Interview with David Brubaker from Xilinx

  • David Brubaker - Zynq UltraScale+ RFSoC Product Line Manager

everything RF Interviewed David Brubaker, Zynq UltraScale+ RFSoC Product Line Manager, Xilinx. He believes the product will enable architectural shifts in wireless, wired, and A&D markets by enabling higher integration levels, smaller size, and lower system power consumption.   

David most recently held positions in Strategic Marketing and Business Development for the Wireless Business Unit, Programmable Solutions Group at Intel Corporation. There he focused on 4G and 5G radio and baseband solutions for tier-1 customers.

Before joining Altera/Intel, David spent 12 years at Texas Instruments in two leadership positions: Product Line Manager for Digital Radio Products and WLAN Engineering Manager. In the Digital Radio PLM role, he oversaw the development of two generations of Crest-Factor Reduction (CFR) and Digital Pre-Distortion (DPD) products. As Engineering Manager, he led the development of first generation 802.11 ag RF and baseband products, including reference designs for turn-key high-volume manufacture.

Earlier in his career, he held RF and wireless engineering leadership positions in several companies.

Brubaker holds a Master’s degree in Electrical Engineering from Santa Clara University and a Bachelor’s degree in Physics from San Diego State University.

Q. Can you give us a brief history of Xilinx?

Xilinx develops highly flexible and adaptive processing platforms that enable rapid innovation across a variety of technologies – from the endpoint to the edge to the cloud. Xilinx is the inventor of the FPGA, hardware programmable SoCs and the ACAP, designed to deliver the most dynamic processor technology in the industry and enable the adaptable, intelligent and connected world of the future. For more information, click here.

Q. When did you enter the RF SoC Business? What made your enter this area and what was your objective?

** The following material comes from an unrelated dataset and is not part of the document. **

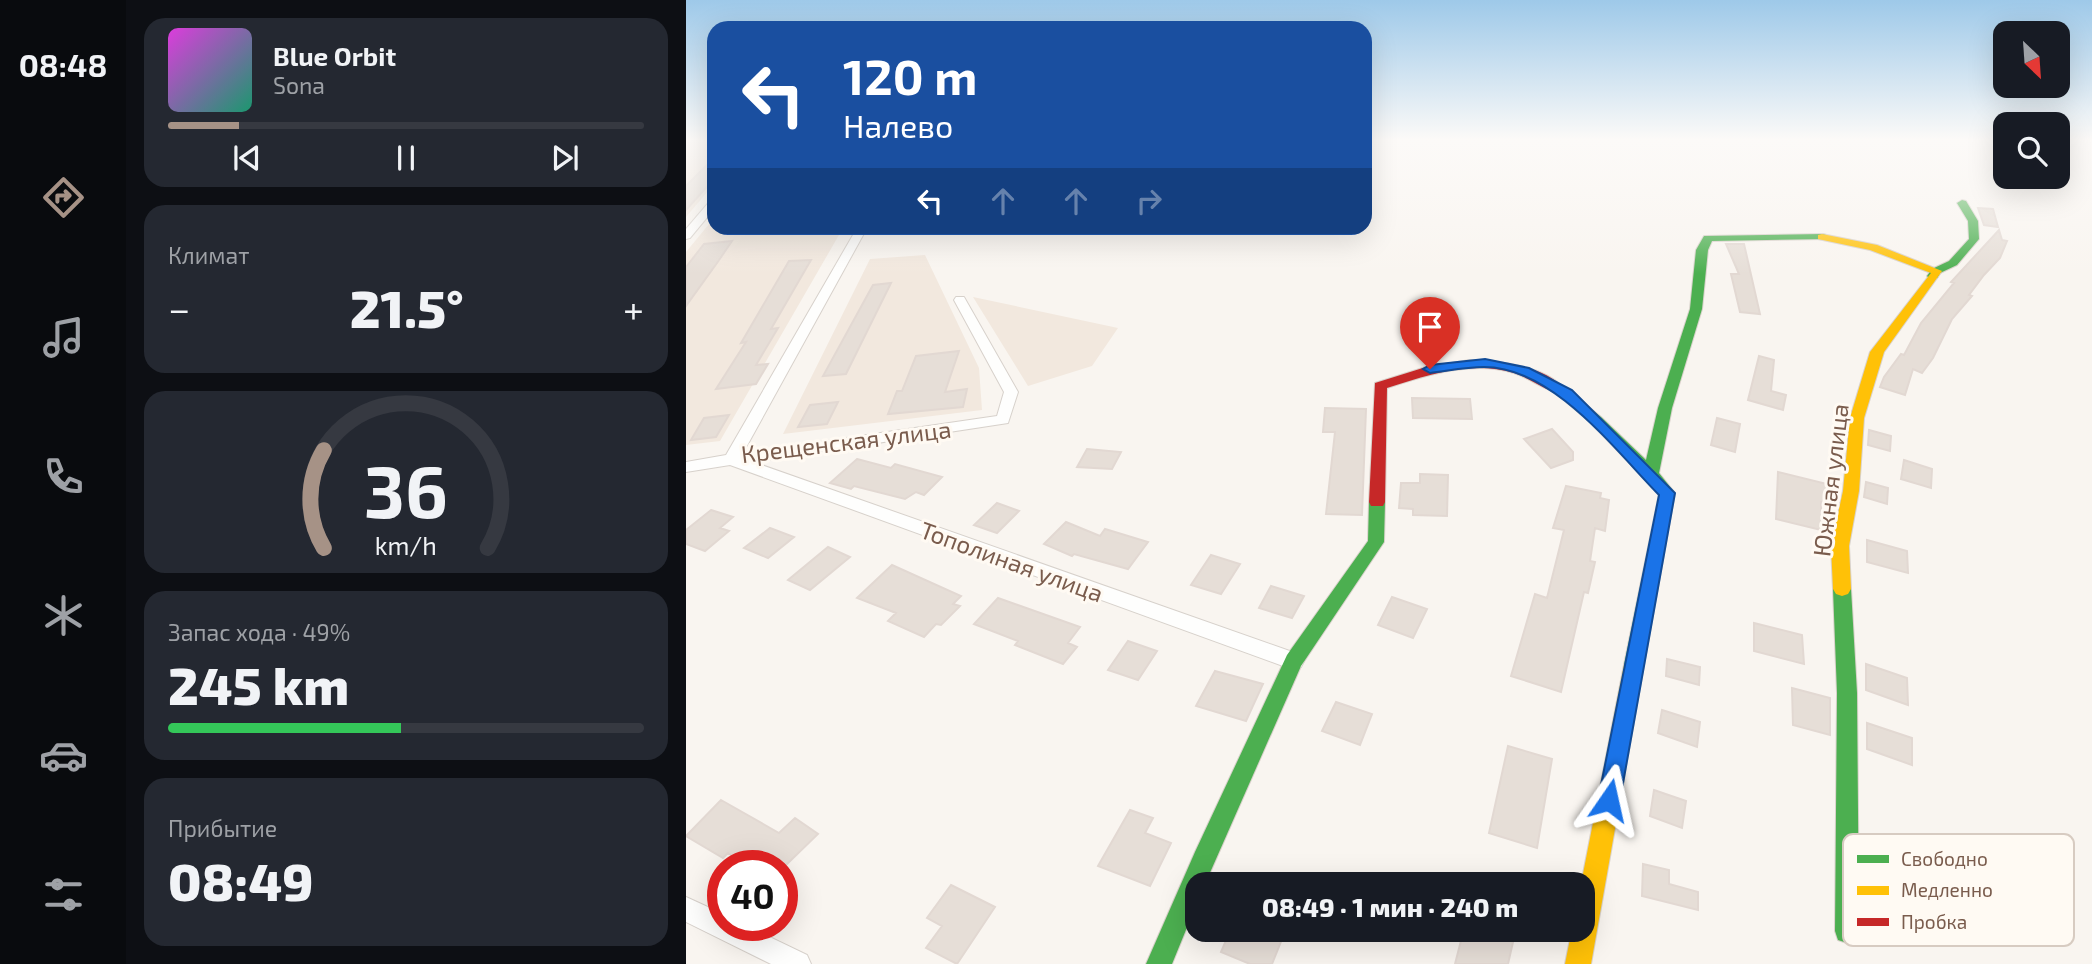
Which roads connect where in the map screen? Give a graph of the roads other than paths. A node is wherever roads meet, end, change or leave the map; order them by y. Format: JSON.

Development of wireless class data converters began in 2012 with several test chips and architecture improvements leading to the RF Data converter IP in the Zynq UltraScale+ RFSoC. Once the data converter IP was ready it was integrated into the Zynq UltraScale+ MPSoC family to leverage Xilinx 16nm family. The first Zynq UltraScale+ RFSoC was announced in 2017 and released to full production in 2018.

The decision to enter this area resulted from several factors. First Wireless is one of the largest markets for FPGAs and every wireless system has high-performance data converters that are usually connected to an FPGA or another digital device via an interface standard JESD204C. The JESD204C interface uses significant power and requires board area to implement. Integrating data converters in FPGA is a logical business decision, but historically difficult since data converters and FPGA were on different process nodes. Xilinx had to develop the data converter IP on the digital process node to enable integration. Second, the 5G wireless standard implements a radio architecture called Massive MIMO (Multiple-Input Multiple-Output) to increase system capacity.

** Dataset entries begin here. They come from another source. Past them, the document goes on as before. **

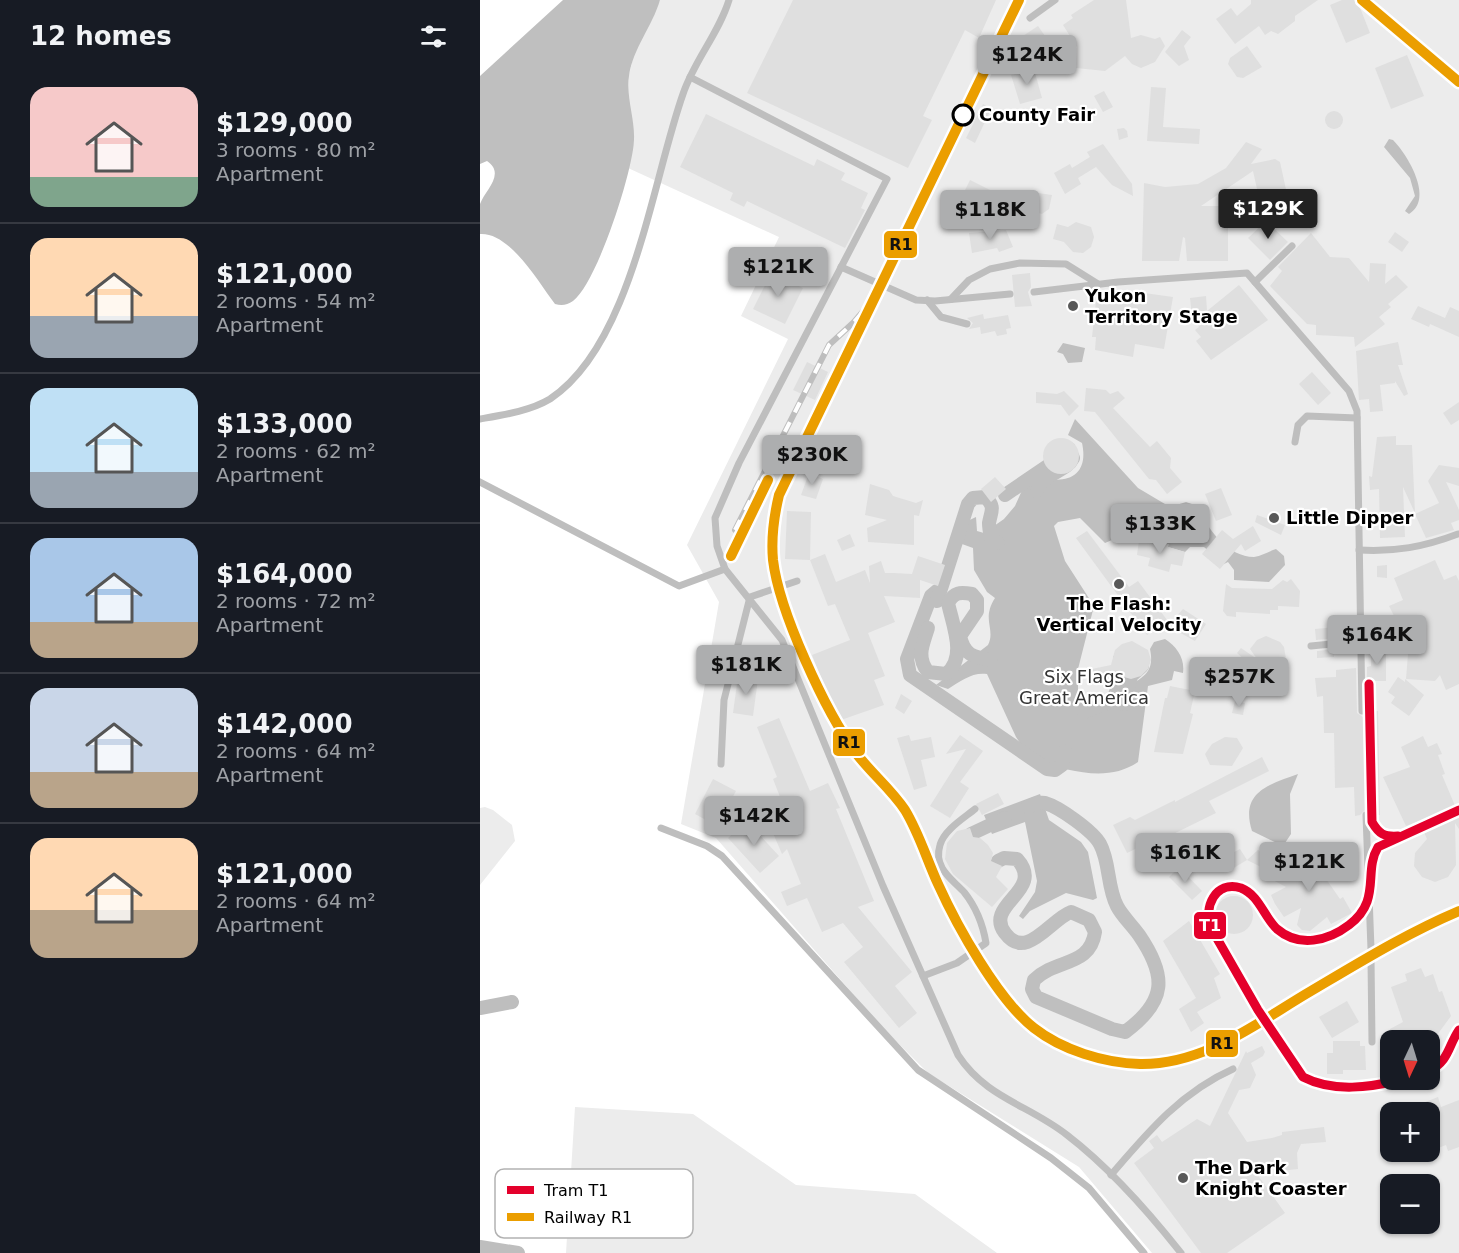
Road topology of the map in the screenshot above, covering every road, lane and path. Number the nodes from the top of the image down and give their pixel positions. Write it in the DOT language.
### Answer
graph roads {
  1 [pos="729,0"];
  2 [pos="1055,0"];
  3 [pos="1030,18"];
  4 [pos="690,77"];
  5 [pos="1292,246"];
  6 [pos="841,267"];
  7 [pos="1255,282"];
  8 [pos="1098,284"];
  9 [pos="1034,292"];
  10 [pos="1010,294"];
  11 [pos="951,299"];
  12 [pos="927,300"];
  13 [pos="967,324"];
  14 [pos="1357,418"];
  15 [pos="480,419"];
  16 [pos="1295,442"];
  17 [pos="480,482"];
  18 [pos="1458,534"];
  19 [pos="1359,550"];
  20 [pos="725,568"];
  21 [pos="797,580"];
  22 [pos="750,597"];
  23 [pos="1360,642"];
  24 [pos="1311,646"];
  25 [pos="1362,711"];
  26 [pos="721,764"];
  27 [pos="975,809"];
  28 [pos="1366,815"];
  29 [pos="661,828"];
  30 [pos="1371,949"];
  31 [pos="1371,959"];
  32 [pos="923,976"];
  33 [pos="512,1002"];
  34 [pos="480,1008"];
  35 [pos="1372,1042"];
  36 [pos="1233,1069"];
  37 [pos="1111,1175"];
  38 [pos="480,1246"];
  39 [pos="518,1253"];
  40 [pos="1144,1253"];
  41 [pos="1181,1253"];
  1 -- 4 [label="lane"];
  2 -- 3 [label="lane"];
  4 -- 6 [label="lane"];
  4 -- 15 [label="lane"];
  5 -- 7 [label="lane"];
  6 -- 12 [label="lane"];
  6 -- 20 [label="lane"];
  7 -- 8 [label="lane"];
  7 -- 14 [label="lane"];
  8 -- 9 [label="lane"];
  8 -- 11 [label="lane"];
  10 -- 11 [label="lane"];
  11 -- 12 [label="lane"];
  12 -- 13 [label="lane"];
  14 -- 16 [label="lane"];
  14 -- 19 [label="lane"];
  17 -- 20 [label="lane"];
  18 -- 19 [label="lane"];
  19 -- 23 [label="lane"];
  20 -- 22 [label="lane"];
  21 -- 22 [label="lane"];
  22 -- 26 [label="lane"];
  22 -- 32 [label="lane"];
  23 -- 24 [label="lane"];
  23 -- 25 [label="lane"];
  27 -- 32 [label="lane"];
  28 -- 30 [label="lane"];
  29 -- 40 [label="lane"];
  31 -- 35 [label="lane"];
  32 -- 37 [label="lane"];
  33 -- 34 [label="street"];
  36 -- 37 [label="lane"];
  37 -- 41 [label="lane"];
  38 -- 39 [label="street"];
}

Massive MIMO systems require a large number of antennas, each requiring a dedicated data converter and connection to an FPGA. Systems from 32 up to 256 antennas are common; the physical implementation of systems with separate data converters is challenging and the JESD204C power consumption is significant. By integrating the data converters in the FPGA, Xilinx can provide a smaller footprint and lower power consumption, both key needs for Massive MIMO systems. The result is the Zynq UltraScale+ RFSoC which provide customers with significant system implementation advantages over a discrete solution.  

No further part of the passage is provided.